Zehntausende Menschen demonstrieren gegen den Rechtsextremismus und die AfD. DIW-Chef Fratzscher kritisiert: Den Vorständen einiger Unternehmen fehle der Mut, öffentlich Stellung zu beziehen.
Sollten sich deutsche Unternehmen öffentlich stärker gegen Rechtsextremismus positionieren? Der Handelsriese Edeka hat diese Frage für sich beantwortet. Das Unternehmen veröffentlichte in den sozialen Netzwerken ein Video mit dem Hinweis „Wir lieben Vielfalt und stehen auf gegen rechts“. In dem kurzen Film sieht man, wie verwunderte Kunden durch einen Supermarkt mit fast leeren Regalen laufen. „Stellen Sie sich einen Supermarkt vor, in dem es nur deutsche Produkte gibt“, steht in einem eingeblendeten Text. Das Video wurde vor ein paar Jahren zum ersten Mal veröffentlicht.
Führende Ökonomen rufen die Wirtschaft in Deutschland auf, sich das als Vorbild zu nehmen und sich öffentlich stärker gegen den Rechtsextremismus und die AfD zu positionieren. „Die Vorstände in den Unternehmen müssen jetzt Farbe bekennen gegen rechts und ihren Beschäftigten vor Augen halten: Eure Jobs sind in Gefahr, wenn die AfD sich durchsetzt. In einigen Unternehmen herrscht leider die Attitüde, die Politik müsste das alleine richten. Das ist falsch, das müssen wir alle gemeinsam“, sagte der Präsident des Deutschen Instituts für Wirtschaftsforschung (DIW), Marcel Fratzscher, der Deutschen Presse-Agentur.
Einige Unternehmen gingen zwar mit gutem Beispiel voran, anderen fehle jedoch der Mut, so Fratzscher. „Die Wirtschaft und Unternehmen wären die großen Verlierer einer AfD-Politik.“ Dann gingen Millionen Arbeitsplätze verloren.

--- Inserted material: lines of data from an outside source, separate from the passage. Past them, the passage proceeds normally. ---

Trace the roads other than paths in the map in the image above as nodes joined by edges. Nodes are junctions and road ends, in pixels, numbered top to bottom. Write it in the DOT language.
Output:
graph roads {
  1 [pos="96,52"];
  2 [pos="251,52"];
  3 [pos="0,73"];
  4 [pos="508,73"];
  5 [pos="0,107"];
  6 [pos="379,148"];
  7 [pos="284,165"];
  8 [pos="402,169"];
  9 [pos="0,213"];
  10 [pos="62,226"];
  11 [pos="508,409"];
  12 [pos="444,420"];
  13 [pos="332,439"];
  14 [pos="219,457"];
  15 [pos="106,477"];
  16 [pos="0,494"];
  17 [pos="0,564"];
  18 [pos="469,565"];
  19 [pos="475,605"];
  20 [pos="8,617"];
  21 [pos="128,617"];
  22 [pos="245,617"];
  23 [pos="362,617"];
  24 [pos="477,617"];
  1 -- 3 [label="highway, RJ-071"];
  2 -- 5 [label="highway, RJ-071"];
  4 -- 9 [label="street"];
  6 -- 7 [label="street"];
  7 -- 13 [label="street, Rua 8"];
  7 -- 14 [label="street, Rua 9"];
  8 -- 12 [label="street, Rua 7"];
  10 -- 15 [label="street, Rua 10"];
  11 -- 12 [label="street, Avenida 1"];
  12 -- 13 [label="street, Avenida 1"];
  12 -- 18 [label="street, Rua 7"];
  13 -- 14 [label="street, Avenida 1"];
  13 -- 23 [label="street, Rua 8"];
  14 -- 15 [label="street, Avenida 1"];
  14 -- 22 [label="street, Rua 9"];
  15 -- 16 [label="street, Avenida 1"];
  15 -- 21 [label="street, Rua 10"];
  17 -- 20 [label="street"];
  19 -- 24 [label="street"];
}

Ohne Beschäftigte aus dem Ausland werde sich der Fachkräftemangel erheblich verschärfen.
Offenheit statt Abschottung
Auch der Direktor des arbeitgebernahen Instituts der deutschen Wirtschaft (IW), Michael Hüther, warnte vor dem weiteren Erstarken des Rechtsextremismus und negativen Folgen für die Unternehmen: „Demokratie und Marktwirtschaft entsprangen historisch denselben Wurzeln am Beginn der europäischen Moderne vor über 200 Jahren, auf Dauer können sie auch nur gemeinsam gedeihen.“
Der Wirtschaftsforscher lobte die große Beteiligung an den Demonstrationen gegen rechts. „Es ist ein gutes Zeichen, dass in den vergangenen Tagen so viele Menschen für Demokratie und Vielfalt auf die Straße gegangen sind.“ Darauf habe die Weimarer Republik nicht bauen können. „Wir brauchen Offenheit statt Abschottung - auch ökonomisch“, so Hüther. Nur offene Grenzen sicherten den Wohlstand.

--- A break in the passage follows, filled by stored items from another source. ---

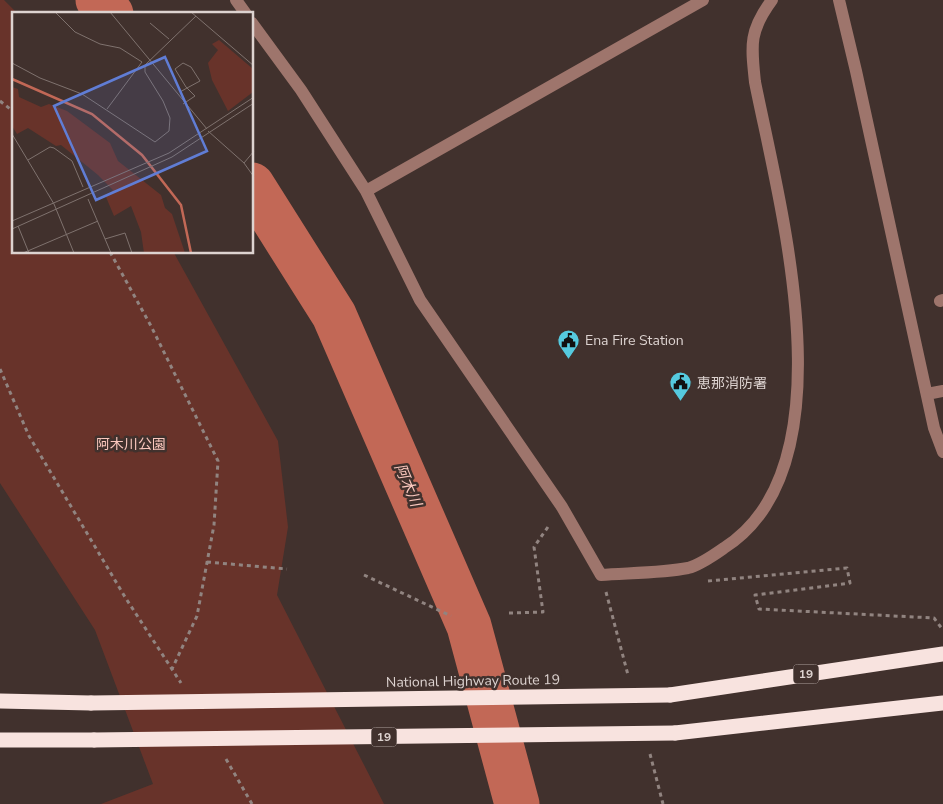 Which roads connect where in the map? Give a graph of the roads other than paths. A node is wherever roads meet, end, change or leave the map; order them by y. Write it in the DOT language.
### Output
graph roads {
  1 [pos="236,0"];
  2 [pos="703,0"];
  3 [pos="772,0"];
  4 [pos="838,0"];
  5 [pos="245,12"];
  6 [pos="254,26"];
  7 [pos="366,191"];
  8 [pos="943,391"];
  9 [pos="927,394"];
  10 [pos="943,452"];
  11 [pos="943,654"];
  12 [pos="0,701"];
  13 [pos="943,703"];
  14 [pos="0,740"];
  1 -- 5 [label="street"];
  2 -- 7 [label="street"];
  3 -- 7 [label="street"];
  4 -- 9 [label="street"];
  6 -- 7 [label="street"];
  8 -- 9 [label="street"];
  9 -- 10 [label="street"];
  11 -- 12 [label="highway, National Highway Route 19 / 19, bridge"];
  13 -- 14 [label="highway, 19, bridge"];
}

Bahnchef äußert sich auf LinkedIn
Weitere Unternehmen haben sich schon positioniert: Etwas kürzer fasst sich die Kölner Brauerei zur Malzmühle. Der Hersteller von Mühlen Kölsch postete im Netz eine Werbeanzeige. Vor grünem Hintergrund und neben einer Kölsch-Flasche prangt der Slogan „Braun sind bei uns nur die Flaschen“.
Bahn-Chef Richard Lutz schrieb auf dem Karriereportal LinkedIn: „Der Aufstieg der extremen Rechten stellt eine ernste Gefahr für unser Land dar. Sie gefährdet unsere Demokratie, vergiftet unsere Gesellschaft, lässt Hass und Hetze wieder salonfähig werden.“
Die Wirtschaft in Sachsen fürchtet angesichts der jüngsten AfD-Umfrageergebnisse einen Imageschaden für das Bundesland. „Wir müssen daran denken, dass wir auf die besten Köpfe weltweit angewiesen sind - sowohl in der Wissenschaft als auch in der Industrie und im Handwerk“, sagte Sylvia Pfefferkorn, die stellvertretende Sprecherin des Vereins Wirtschaft für ein weltoffenes Sachsen. Es werde zunehmend schwieriger, Menschen für Sachsen als Lebensort zu begeistern.
Der Verein sieht eine zentrale Rolle in den Führungsetagen: „Es ist wichtig, dass der Unternehmer eine Vorbildfunktion übernimmt, er muss in die Belegschaft strahlen“, so Pfefferkorn. Am 1. September ist Landtagswahl in Sachsen. Laut einer aktuellen Forsa-Umfrage ist die AfD mit 34 Prozent stärkste Kraft.